Press Action Hero of the Week: EAMON JAVERS
Press Action
Friday, January 20, 2006
http://www.pressaction.com/news/weblog/full_article/javers01202006/


Press Action Hero Eamon Javers, BusinessWeek’s Capitol Hill correspondent, is on a roll. Last month, Javers broke the story about long-time Cato Institute fellow Doug Bandow accepting payments from lobbyist Jack Abramoff for writing op-eds favorable to the positions of some of Abramoff’s clients. In the wake of the revelations, Bandow resigned from Cato and lost his syndicated column deal with Copley News Service.

A month later, Javers was on the trail of Michael Fumento, the Hudson Institute fellow and Scripps Howard News Service columnist who in 1999 solicited and received $60,000 from Monsanto to write a book about the agribusiness and biotechnology industries. Scripps Howard announced Jan. 13 that it had decided to sever its business relationship with Fumento for his apparent failure to disclose the 1999 payment from Monsanto.

Javers, the former editor of Washington Business Forward magazine, is following in the tradition of USA Today reporter Greg Toppo, who broke a story a year ago about how commentator Armstrong Williams had received $240,000 from the U.S. Department of Education to promote the No Child Left Behind law. Armstrong never disclosed these payments from the government when he was writing and speaking favorably about NCLB.

And now Javers’ work appears to have stirred other reporters to engage in similar muckraking. Associated Press reporter Jay Reeves wrote this week that Audry Lewis, a freelance writer, “turned out a stream of sympathetic newspaper stories about former HealthSouth Corp. CEO Richard Scrushy during his fraud trial.” Scrushy “secretly paid her $11,000 through a public relations firm and typically read her articles before publication,” Reeves reported.

Fumento is not happy with Javers. After Fumento told him about the $60,000 book grant, “Javers then called my syndicate, Scripps Howard New Service and, discretion being the better part of valor as they say, I was fired,” Fumento wrote on his personal website. “Instantly. No consultation. Intrinsic to witch hunts and the fear they generate is that an accusation is a conviction. Javers accused; Scripps fired.”

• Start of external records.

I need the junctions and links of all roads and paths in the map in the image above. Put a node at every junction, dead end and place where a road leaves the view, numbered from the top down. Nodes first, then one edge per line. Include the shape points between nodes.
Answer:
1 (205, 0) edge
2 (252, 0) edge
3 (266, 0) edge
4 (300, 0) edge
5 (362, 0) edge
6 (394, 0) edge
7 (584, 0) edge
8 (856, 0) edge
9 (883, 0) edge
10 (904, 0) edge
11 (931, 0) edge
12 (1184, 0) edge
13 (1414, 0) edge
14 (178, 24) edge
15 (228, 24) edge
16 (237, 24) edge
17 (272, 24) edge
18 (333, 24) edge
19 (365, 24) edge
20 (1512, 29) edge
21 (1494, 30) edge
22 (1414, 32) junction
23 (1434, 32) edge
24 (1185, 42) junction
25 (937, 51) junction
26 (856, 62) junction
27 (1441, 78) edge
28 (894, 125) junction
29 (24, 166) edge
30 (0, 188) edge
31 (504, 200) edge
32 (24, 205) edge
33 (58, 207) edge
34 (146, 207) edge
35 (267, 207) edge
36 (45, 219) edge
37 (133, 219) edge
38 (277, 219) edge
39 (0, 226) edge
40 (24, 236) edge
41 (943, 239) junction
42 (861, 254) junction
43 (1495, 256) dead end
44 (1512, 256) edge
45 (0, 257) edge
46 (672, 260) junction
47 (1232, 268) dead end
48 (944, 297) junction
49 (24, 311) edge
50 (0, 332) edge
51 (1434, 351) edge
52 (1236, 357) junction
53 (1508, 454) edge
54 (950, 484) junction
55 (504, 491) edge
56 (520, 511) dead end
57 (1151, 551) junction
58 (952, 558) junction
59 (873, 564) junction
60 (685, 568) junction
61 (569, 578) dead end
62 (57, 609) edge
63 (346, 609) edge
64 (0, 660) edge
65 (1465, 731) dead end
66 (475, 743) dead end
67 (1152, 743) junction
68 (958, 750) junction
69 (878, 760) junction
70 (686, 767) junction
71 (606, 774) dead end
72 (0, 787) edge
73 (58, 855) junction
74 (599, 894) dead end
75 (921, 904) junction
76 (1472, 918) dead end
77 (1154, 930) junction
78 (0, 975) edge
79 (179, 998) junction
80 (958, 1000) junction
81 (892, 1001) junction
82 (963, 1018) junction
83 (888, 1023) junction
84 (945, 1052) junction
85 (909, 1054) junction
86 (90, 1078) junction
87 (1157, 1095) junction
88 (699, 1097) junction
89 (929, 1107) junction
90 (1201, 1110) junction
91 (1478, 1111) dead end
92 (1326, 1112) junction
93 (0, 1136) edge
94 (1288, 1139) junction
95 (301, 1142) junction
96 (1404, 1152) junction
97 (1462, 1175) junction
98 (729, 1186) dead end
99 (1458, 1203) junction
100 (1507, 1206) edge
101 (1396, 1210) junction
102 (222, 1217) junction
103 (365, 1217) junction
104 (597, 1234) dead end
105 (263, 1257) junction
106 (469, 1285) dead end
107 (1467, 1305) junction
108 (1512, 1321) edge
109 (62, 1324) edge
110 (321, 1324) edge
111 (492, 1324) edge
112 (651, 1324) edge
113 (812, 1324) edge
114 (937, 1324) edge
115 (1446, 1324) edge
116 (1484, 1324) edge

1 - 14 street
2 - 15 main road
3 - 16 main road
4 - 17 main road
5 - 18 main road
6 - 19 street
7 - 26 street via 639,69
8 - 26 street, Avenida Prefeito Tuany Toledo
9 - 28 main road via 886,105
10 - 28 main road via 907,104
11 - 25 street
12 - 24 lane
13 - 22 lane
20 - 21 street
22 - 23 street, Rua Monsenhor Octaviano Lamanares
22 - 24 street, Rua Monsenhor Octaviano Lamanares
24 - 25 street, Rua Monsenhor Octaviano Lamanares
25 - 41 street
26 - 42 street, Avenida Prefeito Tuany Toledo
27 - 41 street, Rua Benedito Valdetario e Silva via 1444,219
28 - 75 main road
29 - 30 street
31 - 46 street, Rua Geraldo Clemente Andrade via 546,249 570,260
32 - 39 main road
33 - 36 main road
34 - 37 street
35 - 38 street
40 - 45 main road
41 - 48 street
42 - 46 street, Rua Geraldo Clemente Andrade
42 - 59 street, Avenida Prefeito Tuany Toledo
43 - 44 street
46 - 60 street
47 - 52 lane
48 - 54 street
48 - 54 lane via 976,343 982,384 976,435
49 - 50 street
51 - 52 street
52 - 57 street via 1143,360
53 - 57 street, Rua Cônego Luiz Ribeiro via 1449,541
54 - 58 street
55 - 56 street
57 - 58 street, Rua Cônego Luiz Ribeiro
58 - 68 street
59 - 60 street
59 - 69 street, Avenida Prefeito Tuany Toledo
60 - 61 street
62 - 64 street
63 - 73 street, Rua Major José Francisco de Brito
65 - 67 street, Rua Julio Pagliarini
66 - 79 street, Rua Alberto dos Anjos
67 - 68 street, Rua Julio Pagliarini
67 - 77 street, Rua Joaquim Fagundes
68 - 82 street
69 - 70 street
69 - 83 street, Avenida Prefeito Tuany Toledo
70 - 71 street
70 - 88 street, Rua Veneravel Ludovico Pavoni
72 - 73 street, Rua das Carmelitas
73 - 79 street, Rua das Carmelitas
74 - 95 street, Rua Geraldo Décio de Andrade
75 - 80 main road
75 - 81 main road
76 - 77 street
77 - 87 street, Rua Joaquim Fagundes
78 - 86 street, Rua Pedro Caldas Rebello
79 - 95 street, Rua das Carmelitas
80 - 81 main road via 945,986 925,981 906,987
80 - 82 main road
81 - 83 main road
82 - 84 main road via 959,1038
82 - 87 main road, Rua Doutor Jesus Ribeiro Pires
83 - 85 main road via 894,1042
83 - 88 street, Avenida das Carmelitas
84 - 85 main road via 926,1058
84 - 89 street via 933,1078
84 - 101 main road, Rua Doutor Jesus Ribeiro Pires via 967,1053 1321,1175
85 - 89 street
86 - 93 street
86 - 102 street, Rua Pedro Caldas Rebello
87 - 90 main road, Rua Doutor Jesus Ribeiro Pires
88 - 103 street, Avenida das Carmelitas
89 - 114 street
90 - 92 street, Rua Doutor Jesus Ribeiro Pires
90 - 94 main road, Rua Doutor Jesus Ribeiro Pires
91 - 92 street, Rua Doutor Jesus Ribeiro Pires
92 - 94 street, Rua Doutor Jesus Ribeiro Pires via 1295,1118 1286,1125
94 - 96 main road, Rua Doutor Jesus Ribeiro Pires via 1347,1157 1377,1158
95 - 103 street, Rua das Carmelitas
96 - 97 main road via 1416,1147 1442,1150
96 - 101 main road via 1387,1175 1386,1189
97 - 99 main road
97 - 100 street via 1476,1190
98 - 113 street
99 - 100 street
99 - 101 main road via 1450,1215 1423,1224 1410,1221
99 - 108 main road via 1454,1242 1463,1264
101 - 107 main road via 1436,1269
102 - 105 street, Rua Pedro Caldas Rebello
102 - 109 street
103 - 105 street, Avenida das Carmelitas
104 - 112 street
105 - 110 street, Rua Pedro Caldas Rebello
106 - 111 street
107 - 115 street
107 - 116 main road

Maybe Scripps Howard shouldn’t have been so hasty in firing Fumento. And maybe Fumento didn’t even deserve to be fired by the syndicate for not disclosing the book grant. But the work of Javers and other reporters, who are exposing how some columnists and commentators are getting paid to promote policies without disclosing the relationships with their sponsors, is certainly a welcome development.